Func<double, double> GenderConvert()
{
double posScale = mConfig.KeyShiftMax == 0 ? 0 : 12 / mConfig.KeyShiftMax / 100;
double negScale = mConfig.KeyShiftMin == 0 ? 0 : -12 / mConfig.KeyShiftMin / 100;
return x => x < 0 ? -x * posScale : -x * negScale;
}
// VELC convert(OpenUtau DiffSingerRenderer):对数标度,100 = 原速,每 +100 速度 ×2。
static double SpeedConvert(double x) => Math.Pow(2, (x - 100) / 100);
// 回显段:最终值(含用户包络),clamp 到声学值域,逐帧 (全局秒, 值)。
// 整个 SP 段做透明度过渡:外边界 → 声学最小值(背景=不可见),内边界 → 100%(实际值)。
// 注意:pitch 回显直接排除 SP 帧(不画),此处用渐变使曲线从背景平滑浮现/消失。
static List<Point> BuildReadbackSegment(VarianceSpec spec, float[] finalValues, double[] frameTimes, int n,
int headSpFrames = 0, int tailSpFrames = 0)
{
float fadeTarget = (float)spec.AcousticMin; // 声学最小值 = 曲线不可见的背景值
var points = new List<Point>(n);
for (int f = 0; f < n; f++)
{
float x = f < finalValues.Length ? finalValues[f] : finalValues[^1];
// 前 SP:整个 SP 段从外边界(f=0)到内边界线性渐入(0% → 100%)
if (f < headSpFrames)
{
float t = (float)(f + 1) / headSpFrames;
x = x * t + fadeTarget * (1 - t);
}
// 后 SP:整个 SP 段从内边界到外边界线性渐出(100% → 0%)
if (f >= n - tailSpFrames)
{
float t = (float)(n - f) / tailSpFrames;
x = x * t + fadeTarget * (1 - t);
}
points.Add(new Point(frameTimes[f], Math.Clamp(x, spec.AcousticMin, spec.AcousticMax)));
}
return points;
}
// G2P 查无时的单音素兜底:优先该语言的 /a,回退裸 a,再回退 SP(静音)。

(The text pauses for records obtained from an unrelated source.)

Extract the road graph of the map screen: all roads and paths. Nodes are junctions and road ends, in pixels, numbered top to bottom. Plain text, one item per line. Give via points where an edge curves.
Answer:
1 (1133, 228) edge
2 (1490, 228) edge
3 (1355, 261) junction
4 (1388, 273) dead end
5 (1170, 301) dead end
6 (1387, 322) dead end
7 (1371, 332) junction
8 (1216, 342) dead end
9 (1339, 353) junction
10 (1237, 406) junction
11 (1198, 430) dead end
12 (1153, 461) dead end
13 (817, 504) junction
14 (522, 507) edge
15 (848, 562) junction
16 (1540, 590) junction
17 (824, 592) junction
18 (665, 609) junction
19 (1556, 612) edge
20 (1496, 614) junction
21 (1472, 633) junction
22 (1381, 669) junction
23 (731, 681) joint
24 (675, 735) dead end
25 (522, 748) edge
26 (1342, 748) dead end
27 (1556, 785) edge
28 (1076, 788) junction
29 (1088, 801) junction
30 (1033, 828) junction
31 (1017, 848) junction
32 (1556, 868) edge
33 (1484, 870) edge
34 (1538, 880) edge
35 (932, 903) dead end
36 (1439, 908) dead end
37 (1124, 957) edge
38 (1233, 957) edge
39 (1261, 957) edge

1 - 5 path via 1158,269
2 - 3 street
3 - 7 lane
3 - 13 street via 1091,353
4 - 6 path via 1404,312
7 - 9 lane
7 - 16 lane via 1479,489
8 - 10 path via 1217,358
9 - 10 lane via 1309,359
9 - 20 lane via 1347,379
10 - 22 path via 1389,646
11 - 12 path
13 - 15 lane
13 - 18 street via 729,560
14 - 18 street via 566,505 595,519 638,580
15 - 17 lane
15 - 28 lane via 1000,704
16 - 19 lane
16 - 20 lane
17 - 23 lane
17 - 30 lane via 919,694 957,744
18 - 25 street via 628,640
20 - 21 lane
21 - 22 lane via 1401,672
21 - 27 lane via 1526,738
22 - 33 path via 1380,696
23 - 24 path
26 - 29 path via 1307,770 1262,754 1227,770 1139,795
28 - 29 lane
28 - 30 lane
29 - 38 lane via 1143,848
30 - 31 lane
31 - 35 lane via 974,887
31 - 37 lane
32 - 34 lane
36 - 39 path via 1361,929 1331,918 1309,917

static string PickVowelSymbol(VoiceModels models, string lang)
{
string keyed = string.IsNullOrEmpty(lang) ? "a" : $"{lang}/a";
if (models.TryGetPhoneme(keyed, out _)) return keyed;
if (models.TryGetPhoneme("a", out _)) return "a";
return "SP";
}
// —— 产物(数据线程发布、可跨线程读)——
public IReadOnlyList<IReadOnlyList<Point>> SynthesizedPitch
=> mPieces.Where(p => p.PitchReadback.Count > 0).Select(p => p.PitchReadback).ToList();
// 回显产物(数据线程发布、可跨线程读):按声明的回显轨 key 聚合各 piece 的预测段。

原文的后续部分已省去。